» Exercise aim
Without the pictures, repeat the listing character for character.
Records for the exercise: Begin
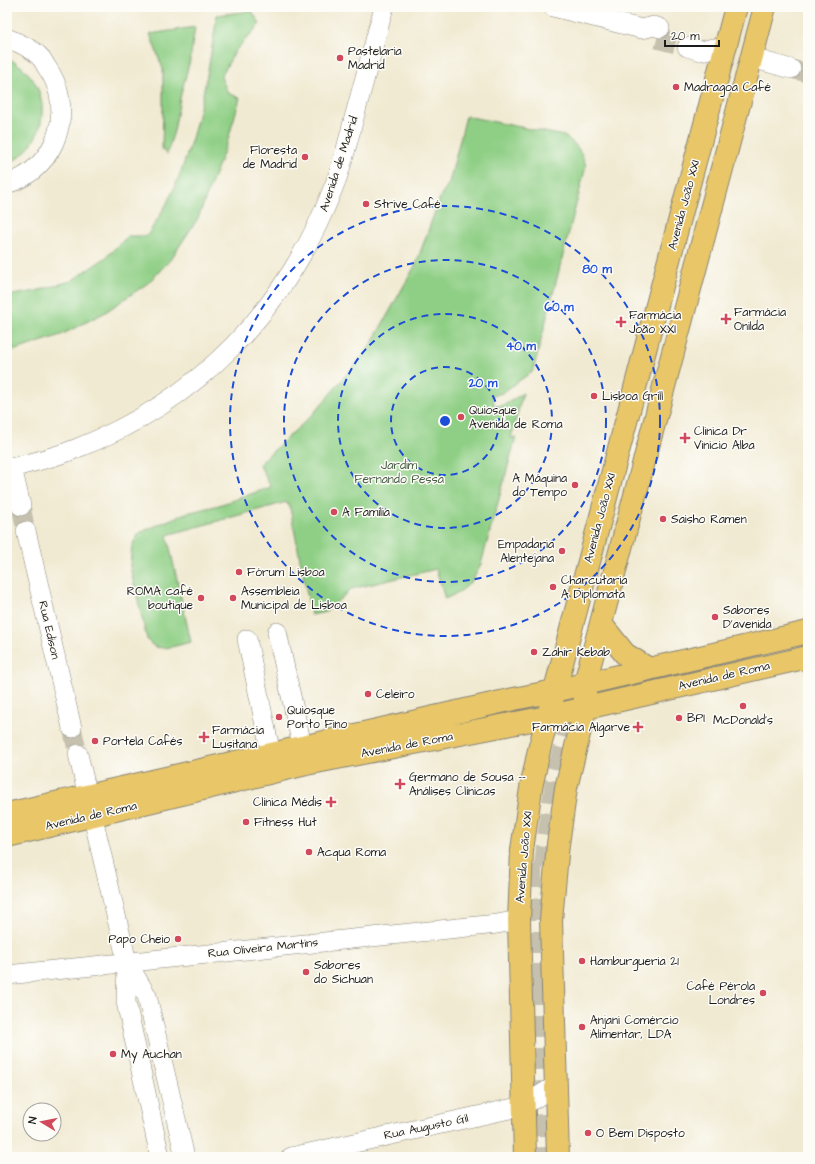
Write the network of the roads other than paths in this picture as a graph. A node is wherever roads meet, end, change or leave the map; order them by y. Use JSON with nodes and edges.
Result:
{"nodes":[{"id":1,"x":384,"y":7,"type":"edge"},
{"id":2,"x":553,"y":7,"type":"edge"},
{"id":3,"x":736,"y":7,"type":"edge"},
{"id":4,"x":765,"y":7,"type":"edge"},
{"id":5,"x":653,"y":32,"type":"tunnel mouth"},
{"id":6,"x":7,"y":38,"type":"edge"},
{"id":7,"x":689,"y":42,"type":"tunnel mouth"},
{"id":8,"x":718,"y":50,"type":"junction"},
{"id":9,"x":752,"y":58,"type":"junction"},
{"id":10,"x":791,"y":69,"type":"tunnel mouth"},
{"id":11,"x":7,"y":184,"type":"edge"},
{"id":12,"x":9,"y":468,"type":"edge"},
{"id":13,"x":21,"y":506,"type":"tunnel mouth"},
{"id":14,"x":26,"y":531,"type":"tunnel mouth"},
{"id":15,"x":601,"y":624,"type":"junction"},
{"id":16,"x":277,"y":632,"type":"dead end"},
{"id":17,"x":808,"y":632,"type":"edge"},
{"id":18,"x":247,"y":639,"type":"dead end"},
{"id":19,"x":808,"y":657,"type":"edge"},
{"id":20,"x":649,"y":669,"type":"junction"},
{"id":21,"x":586,"y":683,"type":"junction"},
{"id":22,"x":554,"y":691,"type":"junction"},
{"id":23,"x":585,"y":708,"type":"junction"},
{"id":24,"x":547,"y":717,"type":"junction"},
{"id":25,"x":72,"y":728,"type":"tunnel mouth"},
{"id":26,"x":78,"y":754,"type":"tunnel mouth"},
{"id":27,"x":271,"y":754,"type":"junction"},
{"id":28,"x":304,"y":755,"type":"junction"},
{"id":29,"x":90,"y":806,"type":"junction"},
{"id":30,"x":7,"y":814,"type":"edge"},
{"id":31,"x":7,"y":836,"type":"edge"},
{"id":32,"x":519,"y":920,"type":"junction"},
{"id":33,"x":551,"y":920,"type":"junction"},
{"id":34,"x":126,"y":962,"type":"junction"},
{"id":35,"x":7,"y":975,"type":"edge"},
{"id":36,"x":556,"y":1085,"type":"junction"},
{"id":37,"x":523,"y":1106,"type":"junction"},
{"id":38,"x":160,"y":1157,"type":"edge"},
{"id":39,"x":185,"y":1157,"type":"edge"},
{"id":40,"x":291,"y":1157,"type":"edge"},
{"id":41,"x":525,"y":1157,"type":"edge"},
{"id":42,"x":558,"y":1157,"type":"edge"}],
"edges":[{"from":1,"to":12,"type":"street","name":"Avenida de Madrid"},
{"from":2,"to":5,"type":"street"},
{"from":3,"to":8,"type":"main road","name":"Avenida João XXI"},
{"from":4,"to":9,"type":"main road"},
{"from":6,"to":11,"type":"street"},
{"from":7,"to":8,"type":"street"},
{"from":8,"to":9,"type":"main road"},
{"from":8,"to":22,"type":"main road","name":"Avenida João XXI"},
{"from":9,"to":10,"type":"street"},
{"from":9,"to":15,"type":"main road"},
{"from":12,"to":13,"type":"street"},
{"from":14,"to":25,"type":"street","name":"Rua Edison"},
{"from":15,"to":20,"type":"main road"},
{"from":15,"to":21,"type":"main road"},
{"from":16,"to":28,"type":"street"},
{"from":17,"to":20,"type":"main road","name":"Avenida de Roma"},
{"from":18,"to":27,"type":"street"},
{"from":19,"to":23,"type":"main road","name":"Avenida de Roma"},
{"from":20,"to":21,"type":"main road","name":"Avenida de Roma"},
{"from":21,"to":22,"type":"main road","name":"Avenida de Roma"},
{"from":21,"to":23,"type":"main road"},
{"from":22,"to":24,"type":"main road","name":"Avenida João XXI"},
{"from":22,"to":28,"type":"main road","name":"Avenida de Roma"},
{"from":23,"to":24,"type":"main road","name":"Avenida de Roma"},
{"from":23,"to":33,"type":"main road"},
{"from":24,"to":28,"type":"main road","name":"Avenida de Roma"},
{"from":24,"to":32,"type":"main road","name":"Avenida João XXI"},
{"from":26,"to":29,"type":"street"},
{"from":27,"to":28,"type":"main road","name":"Avenida de Roma"},
{"from":27,"to":29,"type":"main road","name":"Avenida de Roma"},
{"from":28,"to":29,"type":"main road","name":"Avenida de Roma"},
{"from":29,"to":30,"type":"main road","name":"Avenida de Roma"},
{"from":29,"to":31,"type":"main road","name":"Avenida de Roma"},
{"from":29,"to":34,"type":"street"},
{"from":32,"to":33,"type":"main road"},
{"from":32,"to":34,"type":"street","name":"Rua Oliveira Martins"},
{"from":32,"to":37,"type":"main road","name":"Avenida João XXI"},
{"from":33,"to":36,"type":"main road"},
{"from":34,"to":35,"type":"street","name":"Rua Oliveira Martins"},
{"from":34,"to":38,"type":"street"},
{"from":34,"to":39,"type":"street"},
{"from":36,"to":37,"type":"street","name":"Rua Augusto Gil"},
{"from":36,"to":42,"type":"main road"},
{"from":37,"to":40,"type":"street","name":"Rua Augusto Gil"},
{"from":37,"to":41,"type":"main road","name":"Avenida João XXI"}]}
Records for the exercise: End
» Solved problem
Write the network of the roads other than paths in this picture as a graph. A node is wherever roads meet, end, change or leave the map; order them by y. Use JSON with nodes and edges.
Result:
{"nodes":[{"id":1,"x":384,"y":7,"type":"edge"},
{"id":2,"x":553,"y":7,"type":"edge"},
{"id":3,"x":736,"y":7,"type":"edge"},
{"id":4,"x":765,"y":7,"type":"edge"},
{"id":5,"x":653,"y":32,"type":"tunnel mouth"},
{"id":6,"x":7,"y":38,"type":"edge"},
{"id":7,"x":689,"y":42,"type":"tunnel mouth"},
{"id":8,"x":718,"y":50,"type":"junction"},
{"id":9,"x":752,"y":58,"type":"junction"},
{"id":10,"x":791,"y":69,"type":"tunnel mouth"},
{"id":11,"x":7,"y":184,"type":"edge"},
{"id":12,"x":9,"y":468,"type":"edge"},
{"id":13,"x":21,"y":506,"type":"tunnel mouth"},
{"id":14,"x":26,"y":531,"type":"tunnel mouth"},
{"id":15,"x":601,"y":624,"type":"junction"},
{"id":16,"x":277,"y":632,"type":"dead end"},
{"id":17,"x":808,"y":632,"type":"edge"},
{"id":18,"x":247,"y":639,"type":"dead end"},
{"id":19,"x":808,"y":657,"type":"edge"},
{"id":20,"x":649,"y":669,"type":"junction"},
{"id":21,"x":586,"y":683,"type":"junction"},
{"id":22,"x":554,"y":691,"type":"junction"},
{"id":23,"x":585,"y":708,"type":"junction"},
{"id":24,"x":547,"y":717,"type":"junction"},
{"id":25,"x":72,"y":728,"type":"tunnel mouth"},
{"id":26,"x":78,"y":754,"type":"tunnel mouth"},
{"id":27,"x":271,"y":754,"type":"junction"},
{"id":28,"x":304,"y":755,"type":"junction"},
{"id":29,"x":90,"y":806,"type":"junction"},
{"id":30,"x":7,"y":814,"type":"edge"},
{"id":31,"x":7,"y":836,"type":"edge"},
{"id":32,"x":519,"y":920,"type":"junction"},
{"id":33,"x":551,"y":920,"type":"junction"},
{"id":34,"x":126,"y":962,"type":"junction"},
{"id":35,"x":7,"y":975,"type":"edge"},
{"id":36,"x":556,"y":1085,"type":"junction"},
{"id":37,"x":523,"y":1106,"type":"junction"},
{"id":38,"x":160,"y":1157,"type":"edge"},
{"id":39,"x":185,"y":1157,"type":"edge"},
{"id":40,"x":291,"y":1157,"type":"edge"},
{"id":41,"x":525,"y":1157,"type":"edge"},
{"id":42,"x":558,"y":1157,"type":"edge"}],
"edges":[{"from":1,"to":12,"type":"street","name":"Avenida de Madrid"},
{"from":2,"to":5,"type":"street"},
{"from":3,"to":8,"type":"main road","name":"Avenida João XXI"},
{"from":4,"to":9,"type":"main road"},
{"from":6,"to":11,"type":"street"},
{"from":7,"to":8,"type":"street"},
{"from":8,"to":9,"type":"main road"},
{"from":8,"to":22,"type":"main road","name":"Avenida João XXI"},
{"from":9,"to":10,"type":"street"},
{"from":9,"to":15,"type":"main road"},
{"from":12,"to":13,"type":"street"},
{"from":14,"to":25,"type":"street","name":"Rua Edison"},
{"from":15,"to":20,"type":"main road"},
{"from":15,"to":21,"type":"main road"},
{"from":16,"to":28,"type":"street"},
{"from":17,"to":20,"type":"main road","name":"Avenida de Roma"},
{"from":18,"to":27,"type":"street"},
{"from":19,"to":23,"type":"main road","name":"Avenida de Roma"},
{"from":20,"to":21,"type":"main road","name":"Avenida de Roma"},
{"from":21,"to":22,"type":"main road","name":"Avenida de Roma"},
{"from":21,"to":23,"type":"main road"},
{"from":22,"to":24,"type":"main road","name":"Avenida João XXI"},
{"from":22,"to":28,"type":"main road","name":"Avenida de Roma"},
{"from":23,"to":24,"type":"main road","name":"Avenida de Roma"},
{"from":23,"to":33,"type":"main road"},
{"from":24,"to":28,"type":"main road","name":"Avenida de Roma"},
{"from":24,"to":32,"type":"main road","name":"Avenida João XXI"},
{"from":26,"to":29,"type":"street"},
{"from":27,"to":28,"type":"main road","name":"Avenida de Roma"},
{"from":27,"to":29,"type":"main road","name":"Avenida de Roma"},
{"from":28,"to":29,"type":"main road","name":"Avenida de Roma"},
{"from":29,"to":30,"type":"main road","name":"Avenida de Roma"},
{"from":29,"to":31,"type":"main road","name":"Avenida de Roma"},
{"from":29,"to":34,"type":"street"},
{"from":32,"to":33,"type":"main road"},
{"from":32,"to":34,"type":"street","name":"Rua Oliveira Martins"},
{"from":32,"to":37,"type":"main road","name":"Avenida João XXI"},
{"from":33,"to":36,"type":"main road"},
{"from":34,"to":35,"type":"street","name":"Rua Oliveira Martins"},
{"from":34,"to":38,"type":"street"},
{"from":34,"to":39,"type":"street"},
{"from":36,"to":37,"type":"street","name":"Rua Augusto Gil"},
{"from":36,"to":42,"type":"main road"},
{"from":37,"to":40,"type":"street","name":"Rua Augusto Gil"},
{"from":37,"to":41,"type":"main road","name":"Avenida João XXI"}]}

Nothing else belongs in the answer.